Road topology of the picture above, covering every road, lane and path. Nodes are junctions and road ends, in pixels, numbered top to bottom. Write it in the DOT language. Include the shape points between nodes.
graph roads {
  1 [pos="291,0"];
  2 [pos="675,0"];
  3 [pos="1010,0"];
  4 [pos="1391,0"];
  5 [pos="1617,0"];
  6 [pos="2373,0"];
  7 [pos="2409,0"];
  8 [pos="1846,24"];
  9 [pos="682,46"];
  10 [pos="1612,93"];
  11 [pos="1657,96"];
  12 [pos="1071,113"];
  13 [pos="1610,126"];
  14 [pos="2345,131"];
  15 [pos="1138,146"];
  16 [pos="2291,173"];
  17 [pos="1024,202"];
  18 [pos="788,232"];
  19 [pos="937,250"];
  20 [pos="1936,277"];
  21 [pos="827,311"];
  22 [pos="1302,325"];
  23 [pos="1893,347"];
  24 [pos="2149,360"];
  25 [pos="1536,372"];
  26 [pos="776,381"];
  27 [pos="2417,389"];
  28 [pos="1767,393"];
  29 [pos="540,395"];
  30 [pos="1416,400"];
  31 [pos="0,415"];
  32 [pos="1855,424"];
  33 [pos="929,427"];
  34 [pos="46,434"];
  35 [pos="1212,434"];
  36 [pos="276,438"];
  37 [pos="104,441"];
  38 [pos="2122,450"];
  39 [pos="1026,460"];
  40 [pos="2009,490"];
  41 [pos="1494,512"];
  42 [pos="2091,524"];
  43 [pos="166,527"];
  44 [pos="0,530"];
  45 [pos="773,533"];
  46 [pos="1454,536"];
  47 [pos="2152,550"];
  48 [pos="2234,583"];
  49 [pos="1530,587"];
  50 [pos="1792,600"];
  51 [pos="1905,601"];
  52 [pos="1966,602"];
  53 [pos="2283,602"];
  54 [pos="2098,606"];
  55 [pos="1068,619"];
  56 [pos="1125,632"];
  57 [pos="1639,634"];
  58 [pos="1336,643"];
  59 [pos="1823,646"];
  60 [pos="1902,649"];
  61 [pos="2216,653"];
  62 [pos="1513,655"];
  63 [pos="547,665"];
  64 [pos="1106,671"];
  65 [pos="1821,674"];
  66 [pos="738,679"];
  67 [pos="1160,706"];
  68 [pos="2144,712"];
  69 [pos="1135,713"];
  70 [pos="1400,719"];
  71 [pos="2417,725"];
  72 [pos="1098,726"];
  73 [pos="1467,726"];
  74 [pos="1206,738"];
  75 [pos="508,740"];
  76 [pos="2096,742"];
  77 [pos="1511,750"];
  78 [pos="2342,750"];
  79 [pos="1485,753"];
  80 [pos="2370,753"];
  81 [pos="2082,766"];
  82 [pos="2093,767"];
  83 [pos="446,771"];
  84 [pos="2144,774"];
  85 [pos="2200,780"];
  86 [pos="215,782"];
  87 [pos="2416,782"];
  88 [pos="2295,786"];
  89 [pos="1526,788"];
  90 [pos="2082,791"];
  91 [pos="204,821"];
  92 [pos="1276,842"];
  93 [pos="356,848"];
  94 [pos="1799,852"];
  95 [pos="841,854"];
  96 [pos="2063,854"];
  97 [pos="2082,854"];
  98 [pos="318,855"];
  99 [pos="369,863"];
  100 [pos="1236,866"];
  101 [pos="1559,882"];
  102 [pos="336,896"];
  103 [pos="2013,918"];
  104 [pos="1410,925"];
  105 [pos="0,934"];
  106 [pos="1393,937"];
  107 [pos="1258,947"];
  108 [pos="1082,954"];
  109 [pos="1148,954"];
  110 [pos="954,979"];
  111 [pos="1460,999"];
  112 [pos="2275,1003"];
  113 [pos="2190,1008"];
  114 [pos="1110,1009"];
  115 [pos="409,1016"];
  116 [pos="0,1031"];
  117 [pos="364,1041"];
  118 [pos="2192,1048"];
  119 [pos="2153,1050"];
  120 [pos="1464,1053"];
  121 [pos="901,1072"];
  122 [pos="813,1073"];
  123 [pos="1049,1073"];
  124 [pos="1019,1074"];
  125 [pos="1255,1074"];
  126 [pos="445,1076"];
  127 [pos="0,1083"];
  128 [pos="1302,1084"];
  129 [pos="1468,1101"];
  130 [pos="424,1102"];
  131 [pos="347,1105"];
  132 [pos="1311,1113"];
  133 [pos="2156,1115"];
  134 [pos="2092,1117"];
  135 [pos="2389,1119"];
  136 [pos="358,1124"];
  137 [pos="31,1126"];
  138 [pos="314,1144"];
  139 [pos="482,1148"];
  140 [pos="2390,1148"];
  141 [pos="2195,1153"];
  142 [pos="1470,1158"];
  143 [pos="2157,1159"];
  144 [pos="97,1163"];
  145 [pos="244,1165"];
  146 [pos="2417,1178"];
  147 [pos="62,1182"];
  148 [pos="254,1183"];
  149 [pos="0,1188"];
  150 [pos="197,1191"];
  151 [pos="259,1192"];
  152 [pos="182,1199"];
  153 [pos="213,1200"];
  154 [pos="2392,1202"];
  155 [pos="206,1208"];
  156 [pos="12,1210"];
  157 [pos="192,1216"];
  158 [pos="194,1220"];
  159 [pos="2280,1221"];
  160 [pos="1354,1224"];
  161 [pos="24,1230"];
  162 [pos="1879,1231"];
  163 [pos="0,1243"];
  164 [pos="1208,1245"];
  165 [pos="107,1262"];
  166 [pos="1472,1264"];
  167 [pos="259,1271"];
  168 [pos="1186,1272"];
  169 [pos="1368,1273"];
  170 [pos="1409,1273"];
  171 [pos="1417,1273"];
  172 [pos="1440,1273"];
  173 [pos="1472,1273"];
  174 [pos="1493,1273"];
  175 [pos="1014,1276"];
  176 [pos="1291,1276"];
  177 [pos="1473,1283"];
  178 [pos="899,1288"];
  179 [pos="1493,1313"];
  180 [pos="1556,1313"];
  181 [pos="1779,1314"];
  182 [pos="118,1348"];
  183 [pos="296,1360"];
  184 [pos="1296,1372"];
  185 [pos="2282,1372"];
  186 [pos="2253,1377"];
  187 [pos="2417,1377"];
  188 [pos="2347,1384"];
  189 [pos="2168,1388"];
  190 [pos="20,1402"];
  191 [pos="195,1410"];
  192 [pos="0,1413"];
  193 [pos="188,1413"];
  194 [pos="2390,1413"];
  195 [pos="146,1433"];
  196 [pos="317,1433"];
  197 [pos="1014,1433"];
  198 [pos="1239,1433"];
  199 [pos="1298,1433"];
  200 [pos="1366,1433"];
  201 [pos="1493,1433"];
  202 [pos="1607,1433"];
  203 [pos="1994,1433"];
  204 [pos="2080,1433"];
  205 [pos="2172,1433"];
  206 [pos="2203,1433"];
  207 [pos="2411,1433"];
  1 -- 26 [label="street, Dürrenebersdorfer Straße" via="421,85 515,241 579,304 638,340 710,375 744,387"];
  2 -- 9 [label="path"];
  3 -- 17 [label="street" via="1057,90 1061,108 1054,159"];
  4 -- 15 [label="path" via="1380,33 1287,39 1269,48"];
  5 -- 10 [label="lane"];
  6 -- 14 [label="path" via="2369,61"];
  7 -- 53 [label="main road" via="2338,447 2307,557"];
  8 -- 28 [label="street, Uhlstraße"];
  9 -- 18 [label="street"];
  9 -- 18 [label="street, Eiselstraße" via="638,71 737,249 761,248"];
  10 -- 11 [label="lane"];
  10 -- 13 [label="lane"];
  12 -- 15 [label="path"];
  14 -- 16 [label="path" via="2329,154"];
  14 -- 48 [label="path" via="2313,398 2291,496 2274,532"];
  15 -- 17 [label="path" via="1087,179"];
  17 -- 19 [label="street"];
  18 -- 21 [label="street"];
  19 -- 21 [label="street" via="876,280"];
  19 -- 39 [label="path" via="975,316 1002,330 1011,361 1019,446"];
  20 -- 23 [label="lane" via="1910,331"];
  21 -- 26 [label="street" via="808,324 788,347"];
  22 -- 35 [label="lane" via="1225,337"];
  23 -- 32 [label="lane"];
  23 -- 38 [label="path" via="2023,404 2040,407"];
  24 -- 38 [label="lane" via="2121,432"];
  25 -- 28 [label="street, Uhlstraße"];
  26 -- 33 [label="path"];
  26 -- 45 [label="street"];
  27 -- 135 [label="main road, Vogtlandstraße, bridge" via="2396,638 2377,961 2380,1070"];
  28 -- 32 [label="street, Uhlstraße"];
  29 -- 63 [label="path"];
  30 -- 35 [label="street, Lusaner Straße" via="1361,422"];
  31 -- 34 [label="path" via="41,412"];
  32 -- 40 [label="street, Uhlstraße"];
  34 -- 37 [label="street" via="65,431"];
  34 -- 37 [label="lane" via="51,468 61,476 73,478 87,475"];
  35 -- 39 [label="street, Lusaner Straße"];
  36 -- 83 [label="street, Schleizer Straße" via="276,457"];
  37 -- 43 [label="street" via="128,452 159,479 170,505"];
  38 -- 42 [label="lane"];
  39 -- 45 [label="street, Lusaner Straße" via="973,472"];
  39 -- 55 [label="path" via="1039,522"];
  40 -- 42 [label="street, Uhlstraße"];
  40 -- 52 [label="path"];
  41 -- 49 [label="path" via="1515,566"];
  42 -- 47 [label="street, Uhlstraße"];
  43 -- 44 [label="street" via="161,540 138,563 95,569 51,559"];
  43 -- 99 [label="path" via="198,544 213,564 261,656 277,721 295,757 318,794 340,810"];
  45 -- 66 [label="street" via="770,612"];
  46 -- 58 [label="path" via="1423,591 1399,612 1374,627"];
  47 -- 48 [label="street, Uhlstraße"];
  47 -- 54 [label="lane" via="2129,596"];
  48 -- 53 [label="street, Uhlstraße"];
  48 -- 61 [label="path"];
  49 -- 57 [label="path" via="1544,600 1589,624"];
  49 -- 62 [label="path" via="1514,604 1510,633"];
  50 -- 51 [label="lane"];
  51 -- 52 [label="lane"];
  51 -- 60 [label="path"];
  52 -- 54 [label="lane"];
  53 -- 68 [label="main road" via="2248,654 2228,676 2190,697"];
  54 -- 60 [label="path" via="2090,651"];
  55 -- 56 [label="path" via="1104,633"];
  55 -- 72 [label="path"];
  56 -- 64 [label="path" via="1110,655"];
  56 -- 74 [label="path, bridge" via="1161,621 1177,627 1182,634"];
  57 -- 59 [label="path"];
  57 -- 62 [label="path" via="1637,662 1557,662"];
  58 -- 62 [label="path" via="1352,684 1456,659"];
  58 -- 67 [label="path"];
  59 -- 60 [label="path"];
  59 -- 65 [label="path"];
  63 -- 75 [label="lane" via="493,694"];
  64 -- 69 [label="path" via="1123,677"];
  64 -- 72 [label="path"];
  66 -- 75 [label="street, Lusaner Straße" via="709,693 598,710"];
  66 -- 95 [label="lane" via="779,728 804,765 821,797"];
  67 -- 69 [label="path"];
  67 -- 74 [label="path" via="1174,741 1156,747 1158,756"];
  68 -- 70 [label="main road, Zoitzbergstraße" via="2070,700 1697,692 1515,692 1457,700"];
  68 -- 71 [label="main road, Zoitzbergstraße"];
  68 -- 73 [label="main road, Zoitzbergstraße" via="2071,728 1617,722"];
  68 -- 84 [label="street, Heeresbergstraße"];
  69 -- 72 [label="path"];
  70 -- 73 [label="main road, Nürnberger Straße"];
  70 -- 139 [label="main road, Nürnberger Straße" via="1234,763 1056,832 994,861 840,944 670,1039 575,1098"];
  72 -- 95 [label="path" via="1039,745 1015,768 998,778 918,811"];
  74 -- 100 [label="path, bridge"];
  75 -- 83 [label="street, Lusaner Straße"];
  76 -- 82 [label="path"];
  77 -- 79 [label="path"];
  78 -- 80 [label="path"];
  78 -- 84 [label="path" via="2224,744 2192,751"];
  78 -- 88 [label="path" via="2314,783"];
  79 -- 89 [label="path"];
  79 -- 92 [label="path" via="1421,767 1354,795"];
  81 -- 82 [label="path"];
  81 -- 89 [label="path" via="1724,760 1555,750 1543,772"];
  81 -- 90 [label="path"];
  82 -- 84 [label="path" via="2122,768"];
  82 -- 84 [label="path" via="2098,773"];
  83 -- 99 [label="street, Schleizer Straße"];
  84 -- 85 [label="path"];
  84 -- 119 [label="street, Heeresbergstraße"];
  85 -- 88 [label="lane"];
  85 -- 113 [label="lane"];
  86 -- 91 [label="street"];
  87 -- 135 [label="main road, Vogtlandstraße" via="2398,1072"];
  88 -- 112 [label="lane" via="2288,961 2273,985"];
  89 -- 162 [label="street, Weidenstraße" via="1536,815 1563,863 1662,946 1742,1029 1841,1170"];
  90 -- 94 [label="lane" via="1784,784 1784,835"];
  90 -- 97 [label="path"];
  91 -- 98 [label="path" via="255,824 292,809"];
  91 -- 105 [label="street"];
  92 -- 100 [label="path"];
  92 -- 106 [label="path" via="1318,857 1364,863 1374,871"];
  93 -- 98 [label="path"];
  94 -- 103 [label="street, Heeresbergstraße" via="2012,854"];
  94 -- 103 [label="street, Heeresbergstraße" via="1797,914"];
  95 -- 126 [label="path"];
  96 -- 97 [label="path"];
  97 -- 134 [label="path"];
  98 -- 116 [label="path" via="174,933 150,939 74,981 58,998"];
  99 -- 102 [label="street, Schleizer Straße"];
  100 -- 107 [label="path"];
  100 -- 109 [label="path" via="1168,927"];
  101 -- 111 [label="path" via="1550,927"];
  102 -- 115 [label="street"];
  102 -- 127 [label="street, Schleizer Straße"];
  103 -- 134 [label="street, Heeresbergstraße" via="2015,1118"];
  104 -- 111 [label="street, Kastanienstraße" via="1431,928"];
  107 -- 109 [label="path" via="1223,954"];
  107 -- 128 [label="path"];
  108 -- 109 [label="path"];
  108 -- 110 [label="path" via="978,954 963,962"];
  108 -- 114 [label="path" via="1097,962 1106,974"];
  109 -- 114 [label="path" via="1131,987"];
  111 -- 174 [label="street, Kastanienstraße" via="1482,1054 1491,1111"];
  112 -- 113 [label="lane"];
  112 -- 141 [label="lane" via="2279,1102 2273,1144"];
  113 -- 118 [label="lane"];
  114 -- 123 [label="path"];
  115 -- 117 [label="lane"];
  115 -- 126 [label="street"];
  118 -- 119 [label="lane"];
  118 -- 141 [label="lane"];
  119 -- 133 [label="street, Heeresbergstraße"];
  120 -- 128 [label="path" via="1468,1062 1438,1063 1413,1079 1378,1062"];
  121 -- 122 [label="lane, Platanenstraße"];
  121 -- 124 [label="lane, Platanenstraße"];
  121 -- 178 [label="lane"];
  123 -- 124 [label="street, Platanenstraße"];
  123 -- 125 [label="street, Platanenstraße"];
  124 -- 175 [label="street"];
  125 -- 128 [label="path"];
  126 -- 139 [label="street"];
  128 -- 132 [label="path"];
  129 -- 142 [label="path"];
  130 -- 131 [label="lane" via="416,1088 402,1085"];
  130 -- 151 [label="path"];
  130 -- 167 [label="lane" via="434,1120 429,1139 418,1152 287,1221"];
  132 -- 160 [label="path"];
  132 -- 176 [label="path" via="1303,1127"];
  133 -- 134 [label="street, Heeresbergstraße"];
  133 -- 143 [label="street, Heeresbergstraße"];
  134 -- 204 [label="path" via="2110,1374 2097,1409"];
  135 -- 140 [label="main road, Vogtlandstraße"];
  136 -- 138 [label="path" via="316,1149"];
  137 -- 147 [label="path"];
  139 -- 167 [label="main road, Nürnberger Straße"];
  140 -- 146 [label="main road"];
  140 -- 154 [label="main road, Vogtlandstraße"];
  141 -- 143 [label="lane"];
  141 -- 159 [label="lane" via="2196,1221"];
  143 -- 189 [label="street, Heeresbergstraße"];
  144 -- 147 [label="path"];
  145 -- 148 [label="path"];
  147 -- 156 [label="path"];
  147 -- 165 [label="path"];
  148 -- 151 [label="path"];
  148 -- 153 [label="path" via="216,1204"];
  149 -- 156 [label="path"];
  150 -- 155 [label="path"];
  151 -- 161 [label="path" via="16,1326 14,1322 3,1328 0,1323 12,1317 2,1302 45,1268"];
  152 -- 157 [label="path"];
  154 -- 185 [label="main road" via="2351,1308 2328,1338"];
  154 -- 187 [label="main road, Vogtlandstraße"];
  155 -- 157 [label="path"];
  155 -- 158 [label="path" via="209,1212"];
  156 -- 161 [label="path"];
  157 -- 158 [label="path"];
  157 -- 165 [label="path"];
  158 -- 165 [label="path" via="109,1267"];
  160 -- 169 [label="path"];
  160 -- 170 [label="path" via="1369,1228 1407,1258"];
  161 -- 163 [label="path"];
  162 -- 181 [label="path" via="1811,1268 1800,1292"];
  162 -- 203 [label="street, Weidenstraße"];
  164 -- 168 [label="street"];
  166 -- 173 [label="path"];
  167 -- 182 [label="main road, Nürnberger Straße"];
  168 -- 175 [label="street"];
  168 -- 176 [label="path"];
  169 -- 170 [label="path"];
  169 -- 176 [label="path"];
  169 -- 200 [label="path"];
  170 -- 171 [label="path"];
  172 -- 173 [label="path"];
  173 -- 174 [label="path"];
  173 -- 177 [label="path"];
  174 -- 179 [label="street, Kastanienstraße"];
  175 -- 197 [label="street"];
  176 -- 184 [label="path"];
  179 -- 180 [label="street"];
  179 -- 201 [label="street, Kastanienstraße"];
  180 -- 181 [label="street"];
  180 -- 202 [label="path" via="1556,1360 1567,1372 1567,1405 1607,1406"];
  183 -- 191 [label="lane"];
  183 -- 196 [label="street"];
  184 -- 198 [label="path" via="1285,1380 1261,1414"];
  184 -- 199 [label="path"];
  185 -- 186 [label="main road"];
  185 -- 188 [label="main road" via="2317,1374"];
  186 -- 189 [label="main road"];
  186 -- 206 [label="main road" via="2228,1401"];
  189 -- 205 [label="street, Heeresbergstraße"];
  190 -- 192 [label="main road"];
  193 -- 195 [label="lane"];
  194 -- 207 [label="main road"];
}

**HOW TO COMPLETE THIS TASK**
List all lines from the entries that include the word "Vogtlandstraße".

**WRITTEN ANSWER**
  27 -- 135 [label="main road, Vogtlandstraße, bridge" via="2396,638 2377,961 2380,1070"];
  87 -- 135 [label="main road, Vogtlandstraße" via="2398,1072"];
  135 -- 140 [label="main road, Vogtlandstraße"];
  140 -- 154 [label="main road, Vogtlandstraße"];
  154 -- 187 [label="main road, Vogtlandstraße"];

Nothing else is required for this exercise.